Asfār means journeys.
In the Islamic philosophical tradition—most famously articulated in Mullā Sadrā’s al-Asfār al-Arbaʿa—knowledge is not understood as accumulation, but as passage. One does not simply learn; one travels. The self is not a container of ideas, but a being in motion, passing through degrees of awareness, responsibility, and reality.
Asfār Worlds takes this understanding seriously.
Across civilizations, worlds were once known to unfold in degrees: the sensible, the imaginal, the intelligible; the visible and the invisible; the near and the far. These were not metaphors. They were modes of reality, each demanding a different form of attention and a different discipline of inhabitation. Architecture, poetry, ritual, and philosophy did not merely describe these worlds—they oriented human life within them.
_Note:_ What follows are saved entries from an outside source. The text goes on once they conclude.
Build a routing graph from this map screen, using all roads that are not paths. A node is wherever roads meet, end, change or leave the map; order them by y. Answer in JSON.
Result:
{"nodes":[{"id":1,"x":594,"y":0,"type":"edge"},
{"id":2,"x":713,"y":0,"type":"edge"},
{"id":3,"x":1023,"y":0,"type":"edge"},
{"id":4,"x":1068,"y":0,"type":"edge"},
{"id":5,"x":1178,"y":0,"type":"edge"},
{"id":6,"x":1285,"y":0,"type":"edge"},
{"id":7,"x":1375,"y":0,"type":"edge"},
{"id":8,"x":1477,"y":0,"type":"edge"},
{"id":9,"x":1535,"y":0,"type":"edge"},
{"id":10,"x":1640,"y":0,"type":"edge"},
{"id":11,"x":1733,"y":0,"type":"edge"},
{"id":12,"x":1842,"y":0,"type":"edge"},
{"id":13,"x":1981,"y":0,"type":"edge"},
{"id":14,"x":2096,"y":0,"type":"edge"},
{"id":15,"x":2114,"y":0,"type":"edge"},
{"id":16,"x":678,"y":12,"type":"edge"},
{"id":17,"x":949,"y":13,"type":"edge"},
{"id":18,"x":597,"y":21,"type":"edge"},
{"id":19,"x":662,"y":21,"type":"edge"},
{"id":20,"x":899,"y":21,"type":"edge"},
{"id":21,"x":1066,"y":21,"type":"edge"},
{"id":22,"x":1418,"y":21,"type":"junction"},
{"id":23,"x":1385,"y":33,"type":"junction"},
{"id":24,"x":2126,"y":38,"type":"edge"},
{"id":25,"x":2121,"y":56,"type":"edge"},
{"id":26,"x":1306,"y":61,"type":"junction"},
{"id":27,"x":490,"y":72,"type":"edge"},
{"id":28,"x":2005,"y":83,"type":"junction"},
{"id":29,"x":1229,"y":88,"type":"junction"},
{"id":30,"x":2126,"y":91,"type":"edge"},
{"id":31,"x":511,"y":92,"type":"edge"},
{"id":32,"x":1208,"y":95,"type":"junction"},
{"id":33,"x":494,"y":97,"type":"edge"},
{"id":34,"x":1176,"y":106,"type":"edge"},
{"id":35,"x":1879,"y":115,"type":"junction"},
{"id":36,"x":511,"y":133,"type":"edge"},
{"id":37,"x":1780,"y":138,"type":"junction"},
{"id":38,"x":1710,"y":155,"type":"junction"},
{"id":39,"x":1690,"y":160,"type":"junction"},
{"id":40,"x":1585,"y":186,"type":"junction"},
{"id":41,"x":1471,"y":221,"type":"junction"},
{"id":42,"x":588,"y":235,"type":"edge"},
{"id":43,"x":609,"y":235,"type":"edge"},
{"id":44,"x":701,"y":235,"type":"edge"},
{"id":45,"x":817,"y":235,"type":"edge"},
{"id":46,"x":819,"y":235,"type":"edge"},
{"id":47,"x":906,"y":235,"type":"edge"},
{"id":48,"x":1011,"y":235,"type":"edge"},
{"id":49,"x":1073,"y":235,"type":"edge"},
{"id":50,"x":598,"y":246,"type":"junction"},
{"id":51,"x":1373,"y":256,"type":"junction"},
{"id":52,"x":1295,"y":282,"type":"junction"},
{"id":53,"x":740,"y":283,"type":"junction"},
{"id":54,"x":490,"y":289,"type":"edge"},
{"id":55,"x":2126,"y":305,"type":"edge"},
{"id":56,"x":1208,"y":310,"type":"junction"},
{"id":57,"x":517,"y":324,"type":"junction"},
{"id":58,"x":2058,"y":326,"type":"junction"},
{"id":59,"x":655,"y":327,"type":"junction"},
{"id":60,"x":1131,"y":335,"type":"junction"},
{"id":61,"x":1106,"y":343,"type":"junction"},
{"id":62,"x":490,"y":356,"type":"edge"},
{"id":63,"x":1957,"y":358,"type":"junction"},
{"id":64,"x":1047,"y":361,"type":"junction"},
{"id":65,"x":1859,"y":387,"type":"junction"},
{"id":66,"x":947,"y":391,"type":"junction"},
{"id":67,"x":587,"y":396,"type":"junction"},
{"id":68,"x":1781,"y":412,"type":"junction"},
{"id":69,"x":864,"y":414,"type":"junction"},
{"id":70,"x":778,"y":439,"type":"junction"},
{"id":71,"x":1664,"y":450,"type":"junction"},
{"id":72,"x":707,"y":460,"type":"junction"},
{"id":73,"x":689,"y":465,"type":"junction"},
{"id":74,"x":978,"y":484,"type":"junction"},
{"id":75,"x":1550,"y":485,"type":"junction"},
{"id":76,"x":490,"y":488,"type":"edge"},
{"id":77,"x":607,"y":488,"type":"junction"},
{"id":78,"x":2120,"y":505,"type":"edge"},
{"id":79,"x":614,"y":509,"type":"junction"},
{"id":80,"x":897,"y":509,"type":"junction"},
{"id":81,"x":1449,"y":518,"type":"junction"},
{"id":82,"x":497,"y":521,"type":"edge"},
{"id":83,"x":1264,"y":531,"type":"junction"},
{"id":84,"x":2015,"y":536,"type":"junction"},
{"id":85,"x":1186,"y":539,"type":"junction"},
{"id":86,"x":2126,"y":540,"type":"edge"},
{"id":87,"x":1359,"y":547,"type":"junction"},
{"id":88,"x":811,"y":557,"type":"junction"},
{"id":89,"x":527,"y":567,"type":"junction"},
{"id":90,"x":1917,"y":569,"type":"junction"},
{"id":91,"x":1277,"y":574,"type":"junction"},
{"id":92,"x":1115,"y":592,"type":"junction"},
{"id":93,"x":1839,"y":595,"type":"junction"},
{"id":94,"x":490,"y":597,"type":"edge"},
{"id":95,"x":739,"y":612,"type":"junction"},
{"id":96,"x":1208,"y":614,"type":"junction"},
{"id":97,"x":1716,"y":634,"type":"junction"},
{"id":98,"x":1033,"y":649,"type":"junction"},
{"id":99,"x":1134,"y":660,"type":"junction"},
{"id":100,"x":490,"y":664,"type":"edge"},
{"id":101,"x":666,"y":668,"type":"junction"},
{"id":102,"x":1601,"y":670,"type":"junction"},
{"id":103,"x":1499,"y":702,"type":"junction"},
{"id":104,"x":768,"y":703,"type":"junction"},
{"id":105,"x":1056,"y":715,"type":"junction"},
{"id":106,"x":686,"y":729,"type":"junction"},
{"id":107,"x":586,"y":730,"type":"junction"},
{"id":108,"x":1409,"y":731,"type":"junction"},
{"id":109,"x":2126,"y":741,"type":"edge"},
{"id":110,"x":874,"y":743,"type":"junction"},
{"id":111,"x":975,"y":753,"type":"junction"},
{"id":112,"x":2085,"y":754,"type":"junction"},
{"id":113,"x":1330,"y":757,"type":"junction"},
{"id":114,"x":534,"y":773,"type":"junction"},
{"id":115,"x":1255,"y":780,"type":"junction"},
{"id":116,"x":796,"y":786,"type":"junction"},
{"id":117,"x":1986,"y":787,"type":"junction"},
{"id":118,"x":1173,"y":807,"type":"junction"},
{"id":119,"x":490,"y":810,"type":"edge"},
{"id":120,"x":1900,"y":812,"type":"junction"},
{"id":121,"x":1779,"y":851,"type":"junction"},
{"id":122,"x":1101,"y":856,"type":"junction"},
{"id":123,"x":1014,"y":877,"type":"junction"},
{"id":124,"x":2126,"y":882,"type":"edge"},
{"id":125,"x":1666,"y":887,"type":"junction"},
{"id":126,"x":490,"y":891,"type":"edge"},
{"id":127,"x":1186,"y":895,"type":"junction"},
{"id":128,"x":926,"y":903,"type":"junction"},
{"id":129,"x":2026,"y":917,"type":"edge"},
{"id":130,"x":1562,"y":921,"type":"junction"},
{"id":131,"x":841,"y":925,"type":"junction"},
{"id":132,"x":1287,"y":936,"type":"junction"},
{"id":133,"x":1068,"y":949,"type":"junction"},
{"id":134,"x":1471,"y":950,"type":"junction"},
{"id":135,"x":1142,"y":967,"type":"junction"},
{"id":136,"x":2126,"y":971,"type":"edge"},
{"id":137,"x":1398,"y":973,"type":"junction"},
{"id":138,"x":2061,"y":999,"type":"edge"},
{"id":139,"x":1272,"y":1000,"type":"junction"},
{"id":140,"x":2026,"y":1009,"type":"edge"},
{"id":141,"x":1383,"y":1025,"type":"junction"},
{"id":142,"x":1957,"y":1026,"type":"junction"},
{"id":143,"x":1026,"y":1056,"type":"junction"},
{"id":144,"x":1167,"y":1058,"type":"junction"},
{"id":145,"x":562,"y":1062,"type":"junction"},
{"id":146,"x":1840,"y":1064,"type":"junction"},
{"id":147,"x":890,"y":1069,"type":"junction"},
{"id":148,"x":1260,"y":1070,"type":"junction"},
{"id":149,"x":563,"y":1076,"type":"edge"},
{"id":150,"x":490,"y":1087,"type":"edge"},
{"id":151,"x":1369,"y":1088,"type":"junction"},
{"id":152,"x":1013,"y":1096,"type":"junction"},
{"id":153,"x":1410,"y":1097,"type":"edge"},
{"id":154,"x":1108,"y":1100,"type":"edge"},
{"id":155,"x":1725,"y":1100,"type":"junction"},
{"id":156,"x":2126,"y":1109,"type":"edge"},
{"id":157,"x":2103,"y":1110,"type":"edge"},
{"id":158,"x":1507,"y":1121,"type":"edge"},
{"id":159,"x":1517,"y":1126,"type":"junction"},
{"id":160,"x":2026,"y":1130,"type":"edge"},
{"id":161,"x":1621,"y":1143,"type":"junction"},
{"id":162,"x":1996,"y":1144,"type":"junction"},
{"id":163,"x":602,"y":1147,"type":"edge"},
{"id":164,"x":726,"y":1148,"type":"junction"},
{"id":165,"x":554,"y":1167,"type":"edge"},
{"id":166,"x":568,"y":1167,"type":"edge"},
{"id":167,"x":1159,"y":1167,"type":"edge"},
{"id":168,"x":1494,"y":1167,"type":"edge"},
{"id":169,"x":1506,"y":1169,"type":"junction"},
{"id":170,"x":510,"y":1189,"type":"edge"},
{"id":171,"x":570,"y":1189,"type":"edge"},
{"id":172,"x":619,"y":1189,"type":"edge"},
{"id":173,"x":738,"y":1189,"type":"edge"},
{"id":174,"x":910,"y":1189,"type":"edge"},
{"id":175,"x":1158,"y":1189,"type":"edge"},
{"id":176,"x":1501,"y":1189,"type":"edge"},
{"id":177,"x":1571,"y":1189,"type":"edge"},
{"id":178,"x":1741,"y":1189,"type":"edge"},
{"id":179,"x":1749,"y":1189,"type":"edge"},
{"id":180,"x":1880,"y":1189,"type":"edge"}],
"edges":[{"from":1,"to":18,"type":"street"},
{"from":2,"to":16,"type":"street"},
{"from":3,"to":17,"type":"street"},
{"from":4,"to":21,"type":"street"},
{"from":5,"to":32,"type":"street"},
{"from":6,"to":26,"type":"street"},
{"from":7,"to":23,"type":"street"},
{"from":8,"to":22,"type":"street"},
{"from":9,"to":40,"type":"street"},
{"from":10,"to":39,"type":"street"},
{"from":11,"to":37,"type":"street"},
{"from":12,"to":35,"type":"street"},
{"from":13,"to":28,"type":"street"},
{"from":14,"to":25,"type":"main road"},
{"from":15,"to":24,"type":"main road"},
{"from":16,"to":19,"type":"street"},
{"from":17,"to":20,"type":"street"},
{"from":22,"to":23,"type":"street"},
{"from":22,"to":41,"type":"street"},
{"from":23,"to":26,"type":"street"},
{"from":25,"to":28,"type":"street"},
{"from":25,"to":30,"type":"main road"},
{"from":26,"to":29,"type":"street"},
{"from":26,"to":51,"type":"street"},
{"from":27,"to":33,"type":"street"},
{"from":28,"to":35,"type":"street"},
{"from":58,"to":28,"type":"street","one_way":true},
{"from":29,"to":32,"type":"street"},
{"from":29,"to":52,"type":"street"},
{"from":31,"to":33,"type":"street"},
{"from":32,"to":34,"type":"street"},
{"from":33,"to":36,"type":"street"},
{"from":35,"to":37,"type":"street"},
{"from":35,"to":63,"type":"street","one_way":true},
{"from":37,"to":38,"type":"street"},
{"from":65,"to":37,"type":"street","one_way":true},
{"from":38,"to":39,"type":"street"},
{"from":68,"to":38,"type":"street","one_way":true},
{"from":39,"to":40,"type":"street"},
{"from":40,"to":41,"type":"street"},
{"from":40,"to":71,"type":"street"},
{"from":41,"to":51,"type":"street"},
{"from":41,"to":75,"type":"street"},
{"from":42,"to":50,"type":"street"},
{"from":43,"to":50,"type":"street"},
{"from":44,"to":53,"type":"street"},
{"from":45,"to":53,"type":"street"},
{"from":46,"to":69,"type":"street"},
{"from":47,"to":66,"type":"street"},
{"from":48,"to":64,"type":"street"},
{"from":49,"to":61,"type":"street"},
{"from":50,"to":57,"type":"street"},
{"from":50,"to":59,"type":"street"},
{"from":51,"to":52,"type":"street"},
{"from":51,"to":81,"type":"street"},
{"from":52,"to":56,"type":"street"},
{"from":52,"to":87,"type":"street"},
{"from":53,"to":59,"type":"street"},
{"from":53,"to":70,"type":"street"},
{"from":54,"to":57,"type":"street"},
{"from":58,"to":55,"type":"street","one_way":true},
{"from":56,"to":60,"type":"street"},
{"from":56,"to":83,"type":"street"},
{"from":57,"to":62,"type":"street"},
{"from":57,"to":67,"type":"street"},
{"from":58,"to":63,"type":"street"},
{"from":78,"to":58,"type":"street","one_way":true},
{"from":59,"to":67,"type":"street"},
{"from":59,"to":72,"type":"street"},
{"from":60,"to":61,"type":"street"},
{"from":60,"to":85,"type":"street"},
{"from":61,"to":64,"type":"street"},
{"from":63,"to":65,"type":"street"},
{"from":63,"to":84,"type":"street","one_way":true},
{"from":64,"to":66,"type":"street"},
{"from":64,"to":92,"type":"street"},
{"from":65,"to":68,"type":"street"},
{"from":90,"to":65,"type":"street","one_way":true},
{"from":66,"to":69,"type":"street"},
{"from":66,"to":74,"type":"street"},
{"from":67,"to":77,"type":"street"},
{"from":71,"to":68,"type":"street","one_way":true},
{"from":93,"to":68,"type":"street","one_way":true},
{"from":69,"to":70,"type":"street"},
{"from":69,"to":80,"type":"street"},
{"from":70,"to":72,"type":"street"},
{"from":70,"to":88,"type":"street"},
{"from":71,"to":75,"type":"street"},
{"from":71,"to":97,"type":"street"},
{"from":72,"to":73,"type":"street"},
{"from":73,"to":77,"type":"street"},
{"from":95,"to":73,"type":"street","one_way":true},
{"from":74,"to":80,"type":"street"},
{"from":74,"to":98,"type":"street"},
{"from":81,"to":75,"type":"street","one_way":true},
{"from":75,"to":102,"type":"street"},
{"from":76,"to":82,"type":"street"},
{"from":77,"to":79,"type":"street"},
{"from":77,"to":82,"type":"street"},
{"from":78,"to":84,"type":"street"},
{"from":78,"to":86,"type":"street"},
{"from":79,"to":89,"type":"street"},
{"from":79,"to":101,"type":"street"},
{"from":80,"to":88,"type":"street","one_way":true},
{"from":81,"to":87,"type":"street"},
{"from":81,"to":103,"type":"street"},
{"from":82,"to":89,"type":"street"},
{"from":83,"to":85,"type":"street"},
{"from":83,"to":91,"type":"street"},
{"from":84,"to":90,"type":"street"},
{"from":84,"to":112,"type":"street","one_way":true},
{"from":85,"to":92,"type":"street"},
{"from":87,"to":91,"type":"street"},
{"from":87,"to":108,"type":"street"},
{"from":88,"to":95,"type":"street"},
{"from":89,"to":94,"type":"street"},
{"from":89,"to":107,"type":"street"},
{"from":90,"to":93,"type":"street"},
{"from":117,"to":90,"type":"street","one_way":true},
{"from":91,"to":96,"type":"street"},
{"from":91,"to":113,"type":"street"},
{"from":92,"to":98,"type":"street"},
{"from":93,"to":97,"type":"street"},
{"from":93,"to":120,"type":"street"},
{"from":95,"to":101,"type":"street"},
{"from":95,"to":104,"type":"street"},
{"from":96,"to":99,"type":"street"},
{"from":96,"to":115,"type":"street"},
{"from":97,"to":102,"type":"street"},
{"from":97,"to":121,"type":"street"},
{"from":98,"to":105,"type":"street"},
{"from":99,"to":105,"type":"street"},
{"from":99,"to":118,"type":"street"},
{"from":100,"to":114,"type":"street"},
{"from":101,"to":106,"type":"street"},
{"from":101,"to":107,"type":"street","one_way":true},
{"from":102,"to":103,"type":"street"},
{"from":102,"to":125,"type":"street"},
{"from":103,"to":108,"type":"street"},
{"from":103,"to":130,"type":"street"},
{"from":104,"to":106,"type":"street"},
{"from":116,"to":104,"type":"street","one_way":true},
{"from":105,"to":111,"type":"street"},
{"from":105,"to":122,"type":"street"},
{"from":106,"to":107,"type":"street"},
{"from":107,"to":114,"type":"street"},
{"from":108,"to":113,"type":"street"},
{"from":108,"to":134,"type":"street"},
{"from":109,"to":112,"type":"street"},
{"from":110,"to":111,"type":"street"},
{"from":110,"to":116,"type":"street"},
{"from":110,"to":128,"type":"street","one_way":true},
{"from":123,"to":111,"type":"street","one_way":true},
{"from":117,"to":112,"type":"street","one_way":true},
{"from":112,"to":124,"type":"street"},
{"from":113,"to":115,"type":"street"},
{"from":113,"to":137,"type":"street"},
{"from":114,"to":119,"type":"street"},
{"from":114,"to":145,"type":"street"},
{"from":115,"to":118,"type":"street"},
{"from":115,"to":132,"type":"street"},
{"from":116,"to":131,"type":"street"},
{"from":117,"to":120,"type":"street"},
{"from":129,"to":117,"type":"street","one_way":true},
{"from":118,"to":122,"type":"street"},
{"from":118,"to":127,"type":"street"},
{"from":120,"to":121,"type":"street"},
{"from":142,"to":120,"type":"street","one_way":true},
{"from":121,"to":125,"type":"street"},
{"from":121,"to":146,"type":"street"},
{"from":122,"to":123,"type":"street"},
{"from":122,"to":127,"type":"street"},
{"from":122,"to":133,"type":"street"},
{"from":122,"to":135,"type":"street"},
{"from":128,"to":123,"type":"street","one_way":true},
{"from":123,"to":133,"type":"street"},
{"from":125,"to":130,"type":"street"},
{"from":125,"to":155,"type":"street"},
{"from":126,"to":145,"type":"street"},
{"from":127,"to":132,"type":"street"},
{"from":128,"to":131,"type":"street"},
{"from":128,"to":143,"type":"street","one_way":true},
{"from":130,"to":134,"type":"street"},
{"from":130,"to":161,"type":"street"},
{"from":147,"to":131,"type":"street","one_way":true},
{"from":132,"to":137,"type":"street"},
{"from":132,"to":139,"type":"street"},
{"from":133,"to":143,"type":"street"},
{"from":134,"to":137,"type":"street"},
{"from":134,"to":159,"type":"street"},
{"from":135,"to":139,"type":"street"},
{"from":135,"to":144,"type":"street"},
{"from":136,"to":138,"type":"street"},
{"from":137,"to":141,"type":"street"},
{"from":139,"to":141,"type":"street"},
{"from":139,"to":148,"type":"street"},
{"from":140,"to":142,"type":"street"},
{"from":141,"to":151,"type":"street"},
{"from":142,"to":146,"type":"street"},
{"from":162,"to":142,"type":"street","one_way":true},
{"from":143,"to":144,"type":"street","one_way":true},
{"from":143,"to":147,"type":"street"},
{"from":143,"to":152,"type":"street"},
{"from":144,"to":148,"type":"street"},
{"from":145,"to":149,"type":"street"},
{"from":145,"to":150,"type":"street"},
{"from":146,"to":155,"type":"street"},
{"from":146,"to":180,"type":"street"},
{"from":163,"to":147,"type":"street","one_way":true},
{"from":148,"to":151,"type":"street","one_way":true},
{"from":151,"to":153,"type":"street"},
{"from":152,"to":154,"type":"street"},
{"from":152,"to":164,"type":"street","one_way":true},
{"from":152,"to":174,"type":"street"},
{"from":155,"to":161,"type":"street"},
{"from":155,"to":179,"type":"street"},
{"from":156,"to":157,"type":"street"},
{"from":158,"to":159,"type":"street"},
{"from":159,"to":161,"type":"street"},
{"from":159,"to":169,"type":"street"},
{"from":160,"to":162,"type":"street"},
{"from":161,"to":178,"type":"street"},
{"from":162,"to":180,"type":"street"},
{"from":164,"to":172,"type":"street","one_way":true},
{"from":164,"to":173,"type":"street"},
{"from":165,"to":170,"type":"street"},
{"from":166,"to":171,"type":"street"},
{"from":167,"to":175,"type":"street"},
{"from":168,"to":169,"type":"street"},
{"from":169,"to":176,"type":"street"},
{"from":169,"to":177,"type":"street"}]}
Today, much of this has become difficult to say.
Imagination is often reduced to fantasy.
Presence is dismissed as subjective experience.
Wisdom is treated as abstract knowledge.
Transcendence is either privatized or denied.
Entire dimensions of reality—once central to how humans understood themselves and the worlds they inhabited—are now rendered marginal, symbolic, or unreal. What remains is a flattened landscape of meaning, where knowledge is measured but rarely transformative, and space is designed but seldom orienting.
This platform is not an attempt to restore a lost past, nor to reject the contemporary world. It is an effort to reopen pathways of orientation—to ask how wisdom traditions, especially those shaped by hikmah al-ishrāq (Illuminationist Philosophy) and hikmah al-mutaʿāliyah (Transcendent Philosophy), might still speak to architecture, art, and lived experience today.
Asfār Worlds unfolds through four interrelated domains:
Wisdom
Wisdom here is not information, nor moral instruction. It is a way of becoming—an alignment of knowing, being, and action. This section gathers philosophical reflections, historical lineages, and conceptual foundations drawn from Islamic thought and its wide constellation of intellectual and cosmological encounters—across worlds of light, imagination, and being. It asks how knowledge shapes the soul, and how the soul, in turn, shapes the worlds it inhabits.
Presence
Presence names a mode of knowing that does not proceed by distance or representation. It is knowledge by nearness—ʿilm al-hudūrī—in which one stands before what is without attempting to master it. Here, architecture is approached not as expression or spectacle, but as a discipline of orientation: a way of training attention, duration, and ethical staying.
Imagination
Imagination is not illusion. It is a real domain of encounter—the ʿālam al-mithāl, the imaginal world—where meanings take form and forms carry truth. This section explores imagination as a bridge between worlds, drawing from Illuminationist philosophy, mystical traditions, artistic practices, and cross-cultural cosmologies that refuse the collapse of imagination into fantasy.
Transcendence
Transcendence is not escape. It is not elsewhere. It is the deepening of orientation toward what exceeds the self without negating the world. This domain asks how architecture, art, and practice can remain open to what cannot be fully grasped, represented, or resolved—without turning transcendence into projection or spectacle.
These domains are distinct, but they are not separate. They are stages of attention, not compartments of knowledge. While readers may enter Asfār Worlds from any point, the journey is most fully experienced when it unfolds gradually—moving from wisdom, through presence, into imagination, and finally toward transcendence.
Asfār Worlds is not a manifesto, nor a school, nor a closed system. It is a living archive, a reflective practice, and an invitation. It brings together philosophy, architecture, art, and lived experience in order to ask a simple but demanding question:
How might we learn to inhabit the world differently—more attentively, more responsibly, and more truthfully—than our present habits allow?
The work here is slow by necessity. It unfolds through reading, writing, building, listening, and staying. It assumes that wisdom cannot be rushed, that presence cannot be engineered, and that imagination requires care.
Asfār is not about arriving.
It is about learning how to travel—between worlds, within worlds, and through the self—without losing orientation.